*WORK TO COMPLETE:* From the entries below, extract every line that includes the word "TAPIA".

DATA SECTION Block Start

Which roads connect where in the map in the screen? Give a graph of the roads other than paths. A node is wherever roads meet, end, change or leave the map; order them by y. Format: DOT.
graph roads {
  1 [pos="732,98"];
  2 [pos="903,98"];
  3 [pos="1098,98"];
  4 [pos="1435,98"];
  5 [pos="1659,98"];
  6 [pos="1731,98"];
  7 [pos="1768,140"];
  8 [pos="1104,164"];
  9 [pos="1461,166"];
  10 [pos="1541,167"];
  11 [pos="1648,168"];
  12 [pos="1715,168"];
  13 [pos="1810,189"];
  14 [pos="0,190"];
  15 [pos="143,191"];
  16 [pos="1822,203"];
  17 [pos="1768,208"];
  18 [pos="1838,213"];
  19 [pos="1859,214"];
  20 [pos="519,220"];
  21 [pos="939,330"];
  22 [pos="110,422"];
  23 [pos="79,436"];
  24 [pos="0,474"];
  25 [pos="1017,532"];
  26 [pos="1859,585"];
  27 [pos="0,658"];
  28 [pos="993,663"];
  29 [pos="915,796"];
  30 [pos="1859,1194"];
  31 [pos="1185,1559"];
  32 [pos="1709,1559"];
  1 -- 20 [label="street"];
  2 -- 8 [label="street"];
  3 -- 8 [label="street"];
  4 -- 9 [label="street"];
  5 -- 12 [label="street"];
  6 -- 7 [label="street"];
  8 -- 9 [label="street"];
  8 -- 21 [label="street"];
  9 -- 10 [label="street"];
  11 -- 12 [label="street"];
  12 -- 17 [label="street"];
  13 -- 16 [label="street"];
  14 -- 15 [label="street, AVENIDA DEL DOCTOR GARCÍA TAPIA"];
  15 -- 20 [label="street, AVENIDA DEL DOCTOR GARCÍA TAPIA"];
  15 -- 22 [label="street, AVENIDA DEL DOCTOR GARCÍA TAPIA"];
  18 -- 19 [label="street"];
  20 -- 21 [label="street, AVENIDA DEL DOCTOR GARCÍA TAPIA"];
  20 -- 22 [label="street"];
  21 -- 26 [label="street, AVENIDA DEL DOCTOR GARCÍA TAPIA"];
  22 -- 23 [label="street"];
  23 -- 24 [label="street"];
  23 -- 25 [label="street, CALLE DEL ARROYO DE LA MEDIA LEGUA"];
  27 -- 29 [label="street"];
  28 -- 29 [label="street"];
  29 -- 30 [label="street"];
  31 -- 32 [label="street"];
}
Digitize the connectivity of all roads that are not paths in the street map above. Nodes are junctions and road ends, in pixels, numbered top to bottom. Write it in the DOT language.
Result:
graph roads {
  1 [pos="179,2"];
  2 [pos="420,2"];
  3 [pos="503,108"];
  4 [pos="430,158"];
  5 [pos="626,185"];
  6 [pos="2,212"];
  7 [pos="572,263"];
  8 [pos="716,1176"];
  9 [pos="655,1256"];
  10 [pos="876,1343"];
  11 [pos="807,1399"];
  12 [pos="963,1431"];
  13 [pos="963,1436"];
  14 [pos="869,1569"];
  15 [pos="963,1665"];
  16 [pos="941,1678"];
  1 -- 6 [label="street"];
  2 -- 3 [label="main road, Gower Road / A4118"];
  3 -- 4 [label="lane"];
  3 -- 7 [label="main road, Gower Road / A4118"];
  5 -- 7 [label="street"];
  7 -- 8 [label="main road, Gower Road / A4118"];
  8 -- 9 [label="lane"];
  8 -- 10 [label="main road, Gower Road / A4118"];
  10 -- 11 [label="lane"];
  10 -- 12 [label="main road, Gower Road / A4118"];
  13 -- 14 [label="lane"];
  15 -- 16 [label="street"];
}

DATA SECTION Block End

*SOLUTION BELOW:*
  14 -- 15 [label="street, AVENIDA DEL DOCTOR GARCÍA TAPIA"];
  15 -- 20 [label="street, AVENIDA DEL DOCTOR GARCÍA TAPIA"];
  15 -- 22 [label="street, AVENIDA DEL DOCTOR GARCÍA TAPIA"];
  20 -- 21 [label="street, AVENIDA DEL DOCTOR GARCÍA TAPIA"];
  21 -- 26 [label="street, AVENIDA DEL DOCTOR GARCÍA TAPIA"];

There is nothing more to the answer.